A sunga `High school days. Sometimes I think we never get past them; however, I don’t think many high schoolers are romping on the Beach at Ipanema on the 4th of July—perhaps these days they are, what with the 2%’s money and the ever-present need of parents to buy their teenagers’ approval. I know the kind of travel privileged university students have done by the time they arrive at their elite schools—to say nothing of their collegiate Spring Break adventures.

(Damn! I sound like a crotchety, jealous old man.)

I was on the Beach at Ipanema on July 4, 1990 (at age 45, if you must know). My professor colleagues did their best to hook me up with a Brazilian Adonis in a tanga or sunga, but I was too fair-skinned (we knew before our trip that, no matter how much sun we got, we would  be the least-tanned folk on the beach), and far too frightened of being mugged or worse by some gorgeous stranger in a strange land.

Staring down the gun barrel of an Israeli tank in a street in Bethlehem shortly after the Second Intifada (mercifully, my second stay in Bethlehem was much different—joyful and rewarding) and visiting the village in Gaza where Rachel Corrie died are hardly the stuff of Spring Break trips for high schoolers or their (somewhat) morphed university selves.

(This did not start as a grouchy rant about the life-long privilege of the students I teach, most of whom I come to respect and a few of whom I grow to think on with great fondness.)

(I am, however, a crotchety, jealous old man.)
If I am allowed to teach for two more years (if you’re reading this and don’t want to support me through food stamps in my old age, hold a good thought in that direction toward my department chair), I will close my career with a new topic for my first-year “Discovery and Discourse” (Freshman English) classes: Emily Dickinson, the lady from Amherst, MA, whom academics “. . . now consider [] to be a major American poet” (1).

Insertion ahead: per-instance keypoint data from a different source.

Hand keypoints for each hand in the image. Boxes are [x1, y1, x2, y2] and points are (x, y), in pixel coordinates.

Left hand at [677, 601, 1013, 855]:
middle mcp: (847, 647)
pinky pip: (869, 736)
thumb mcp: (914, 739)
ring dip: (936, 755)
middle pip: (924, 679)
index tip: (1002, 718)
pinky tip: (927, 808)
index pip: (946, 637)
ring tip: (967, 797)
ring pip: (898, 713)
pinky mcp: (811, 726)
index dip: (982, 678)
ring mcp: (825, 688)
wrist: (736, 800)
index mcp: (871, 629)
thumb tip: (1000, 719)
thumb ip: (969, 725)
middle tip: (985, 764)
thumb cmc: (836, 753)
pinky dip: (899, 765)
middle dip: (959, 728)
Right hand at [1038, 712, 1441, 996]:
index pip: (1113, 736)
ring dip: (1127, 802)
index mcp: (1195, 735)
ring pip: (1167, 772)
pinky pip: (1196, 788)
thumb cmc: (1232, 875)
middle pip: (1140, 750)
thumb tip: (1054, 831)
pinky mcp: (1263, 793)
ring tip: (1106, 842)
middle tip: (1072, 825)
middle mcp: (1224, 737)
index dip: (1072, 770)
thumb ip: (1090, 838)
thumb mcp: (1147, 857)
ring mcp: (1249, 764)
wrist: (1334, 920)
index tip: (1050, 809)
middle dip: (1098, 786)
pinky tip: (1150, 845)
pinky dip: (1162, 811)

Disclaimers. 1) My title above was an enticement. You’ve already read all I’ll write about Ipanema; and 2) I am too poor to retire—the result of being a drunk for the first 40 years of my life and of being an American raped and pillaged by the Republicans and their friends the bankers.

Alas. I’ve almost reached my word limit for the day, and I’m not even at my topic yet. Dickinson.

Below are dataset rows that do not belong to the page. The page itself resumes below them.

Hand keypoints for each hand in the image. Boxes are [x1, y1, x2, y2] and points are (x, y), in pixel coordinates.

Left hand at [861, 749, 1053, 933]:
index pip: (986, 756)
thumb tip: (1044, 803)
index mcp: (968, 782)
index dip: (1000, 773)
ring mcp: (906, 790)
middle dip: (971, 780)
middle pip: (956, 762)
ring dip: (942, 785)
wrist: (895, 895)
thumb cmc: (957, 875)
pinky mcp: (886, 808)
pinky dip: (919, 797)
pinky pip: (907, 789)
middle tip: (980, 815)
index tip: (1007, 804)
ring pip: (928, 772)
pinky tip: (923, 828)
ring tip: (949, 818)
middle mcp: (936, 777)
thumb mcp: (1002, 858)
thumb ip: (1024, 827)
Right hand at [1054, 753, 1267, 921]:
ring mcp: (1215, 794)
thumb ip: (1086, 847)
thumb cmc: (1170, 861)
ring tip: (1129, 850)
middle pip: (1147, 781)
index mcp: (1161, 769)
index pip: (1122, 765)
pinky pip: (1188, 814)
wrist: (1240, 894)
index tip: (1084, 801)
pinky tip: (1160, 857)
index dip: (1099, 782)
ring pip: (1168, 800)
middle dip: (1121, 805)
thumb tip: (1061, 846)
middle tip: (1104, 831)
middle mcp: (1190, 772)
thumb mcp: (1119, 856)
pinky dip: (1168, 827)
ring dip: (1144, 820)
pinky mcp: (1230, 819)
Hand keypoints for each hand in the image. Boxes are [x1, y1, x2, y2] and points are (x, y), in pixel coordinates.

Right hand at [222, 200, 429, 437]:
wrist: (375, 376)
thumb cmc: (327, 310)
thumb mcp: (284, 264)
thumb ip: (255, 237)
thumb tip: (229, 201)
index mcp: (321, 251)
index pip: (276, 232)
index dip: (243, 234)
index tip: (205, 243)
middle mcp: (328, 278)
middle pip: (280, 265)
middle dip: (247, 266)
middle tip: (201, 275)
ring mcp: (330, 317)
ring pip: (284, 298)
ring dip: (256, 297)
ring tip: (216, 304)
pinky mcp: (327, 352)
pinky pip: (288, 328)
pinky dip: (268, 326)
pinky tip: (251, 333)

I mentioned high school because Mr. Simpson introduced me to Dickinson when I was a junior, a common experience in those dark ages when educators had time to “loaf and invite [students’] souls” instead of cramming them for standardized tests.

I will begin my classes—yes, the first day—by “unpacking”

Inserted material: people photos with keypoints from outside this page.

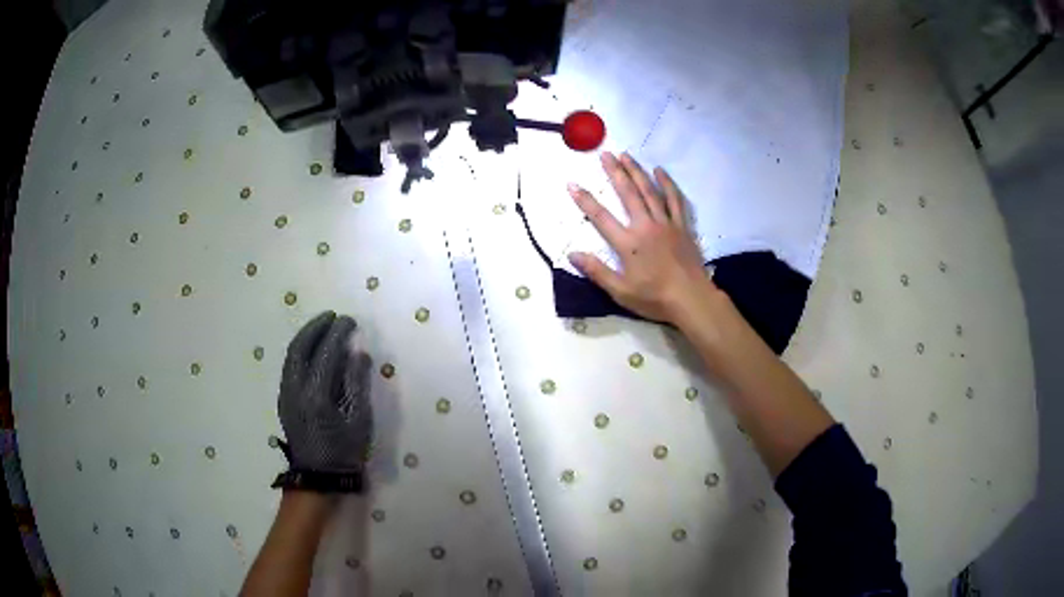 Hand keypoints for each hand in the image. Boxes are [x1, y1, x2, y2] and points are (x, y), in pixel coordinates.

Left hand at [277, 311, 372, 473]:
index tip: (349, 321)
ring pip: (291, 355)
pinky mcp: (284, 400)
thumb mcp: (359, 420)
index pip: (326, 353)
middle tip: (332, 317)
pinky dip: (300, 351)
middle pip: (300, 348)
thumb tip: (359, 353)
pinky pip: (290, 366)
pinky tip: (312, 350)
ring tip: (322, 326)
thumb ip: (357, 384)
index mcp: (316, 395)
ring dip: (306, 337)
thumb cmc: (344, 452)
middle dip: (316, 328)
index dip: (337, 333)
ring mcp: (286, 394)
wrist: (318, 478)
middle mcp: (295, 390)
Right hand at [568, 152, 722, 324]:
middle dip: (615, 172)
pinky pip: (674, 200)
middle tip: (605, 154)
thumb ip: (597, 271)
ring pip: (649, 191)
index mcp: (628, 243)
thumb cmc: (655, 298)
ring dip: (637, 172)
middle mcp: (646, 226)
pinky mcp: (682, 226)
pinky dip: (667, 184)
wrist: (692, 299)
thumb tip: (572, 254)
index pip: (601, 217)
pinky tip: (660, 171)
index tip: (572, 184)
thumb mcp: (620, 292)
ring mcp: (666, 224)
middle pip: (628, 194)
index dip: (585, 200)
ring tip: (626, 155) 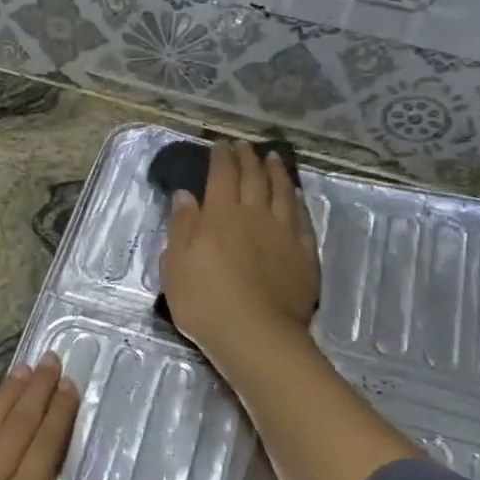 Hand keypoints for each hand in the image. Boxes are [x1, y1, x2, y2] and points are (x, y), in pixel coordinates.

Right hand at [160, 140, 319, 363]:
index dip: (220, 157)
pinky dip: (298, 202)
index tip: (219, 144)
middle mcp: (254, 215)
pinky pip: (303, 219)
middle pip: (253, 178)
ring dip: (276, 172)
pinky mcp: (304, 254)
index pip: (221, 175)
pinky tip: (297, 195)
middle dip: (247, 158)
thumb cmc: (204, 302)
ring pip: (282, 192)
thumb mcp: (175, 265)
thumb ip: (182, 227)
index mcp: (220, 215)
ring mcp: (284, 233)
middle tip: (244, 146)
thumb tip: (185, 195)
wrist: (255, 334)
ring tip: (273, 158) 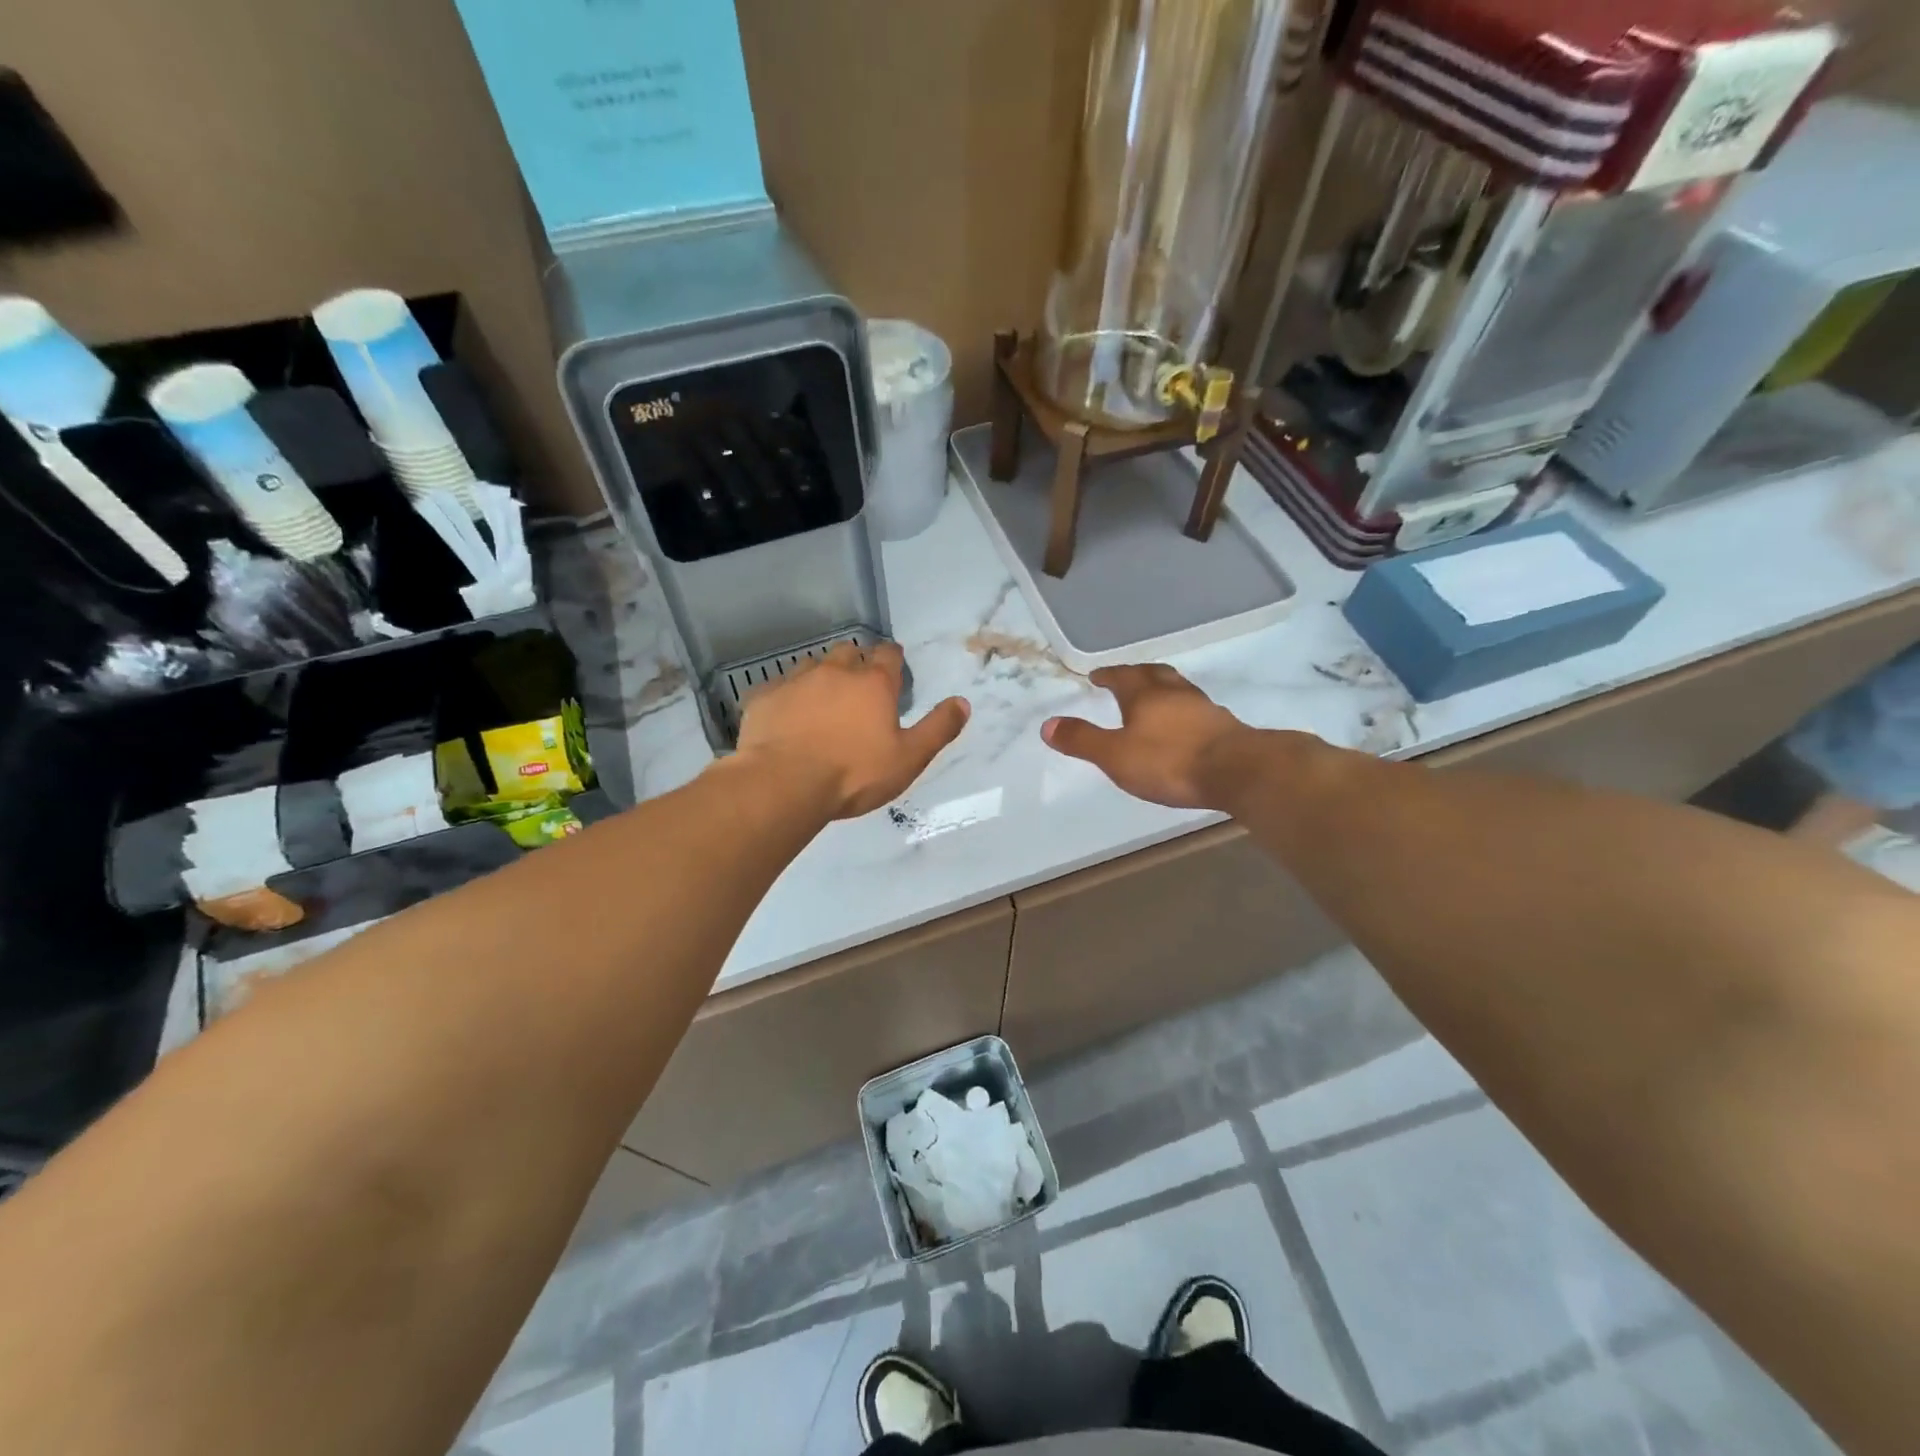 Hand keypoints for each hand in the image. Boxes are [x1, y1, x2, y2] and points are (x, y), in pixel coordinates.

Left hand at [734, 641, 969, 819]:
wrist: (784, 784)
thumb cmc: (854, 773)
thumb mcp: (909, 758)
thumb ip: (938, 729)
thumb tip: (962, 702)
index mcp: (873, 683)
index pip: (888, 655)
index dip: (893, 659)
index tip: (893, 666)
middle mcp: (834, 671)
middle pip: (848, 652)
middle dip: (855, 663)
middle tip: (858, 688)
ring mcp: (795, 680)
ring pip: (812, 666)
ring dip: (821, 678)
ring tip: (822, 703)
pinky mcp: (763, 697)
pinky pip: (778, 689)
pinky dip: (787, 698)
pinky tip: (786, 718)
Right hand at [1042, 664, 1252, 809]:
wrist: (1238, 771)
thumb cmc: (1169, 761)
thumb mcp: (1115, 755)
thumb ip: (1082, 740)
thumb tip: (1046, 724)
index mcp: (1145, 694)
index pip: (1122, 676)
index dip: (1107, 674)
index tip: (1097, 675)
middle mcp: (1175, 693)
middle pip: (1154, 674)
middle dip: (1136, 675)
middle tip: (1125, 679)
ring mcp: (1204, 708)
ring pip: (1178, 690)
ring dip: (1163, 691)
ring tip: (1154, 701)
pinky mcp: (1224, 727)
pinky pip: (1196, 710)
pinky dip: (1183, 712)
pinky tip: (1183, 727)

This Consciousness that is aware Of Neighbors and the Sun Will be the one aware of Death, And that itself alone Is traversing the interval Experience. . .

Yes. The first day of class, the kids whose most important thought is that ‘Duck Dynasty’ patriarch (Phil Robertson) turned down the NFL as a Louisiana Tech football star, or that Ricky Schroder is directing his daughter in new Hallmark TV movie (perhaps not, because they don’t know who Ricky Schroder is).

“This Consciousness that is aware Of Neighbors and the Sun Will be the one aware of Death.” I think one has to be at least 68 years old to comprehend this nectar (although Dickinson was much younger when she wrote it).

And I move precipitously from crotchety, jealous old man to the stark reality that old men and women know. `deaf dad 007a
I used to be conscious mainly of my Neighbors—perhaps especially the Adonis at Ipanema—and of the Sun—at Ipanema—and the sun shining also on the Palestinian whose home is being demolished by an Israeli tank—and now I am aware of Death.

I have no idea what the next sentence is supposed to be. I’m as incapable of thinking about that as my students might be. Awareness is all. I traverse Experience quite alone.

________ (1) “Emily Dickinson.” Wikipedia. wickepedia. org N.D. Web. 1 Mar 2013. (I read this absurdity on Wikipedia when I went to the site to make sure I had Dickinson’s birth and death dates correct in my mind.)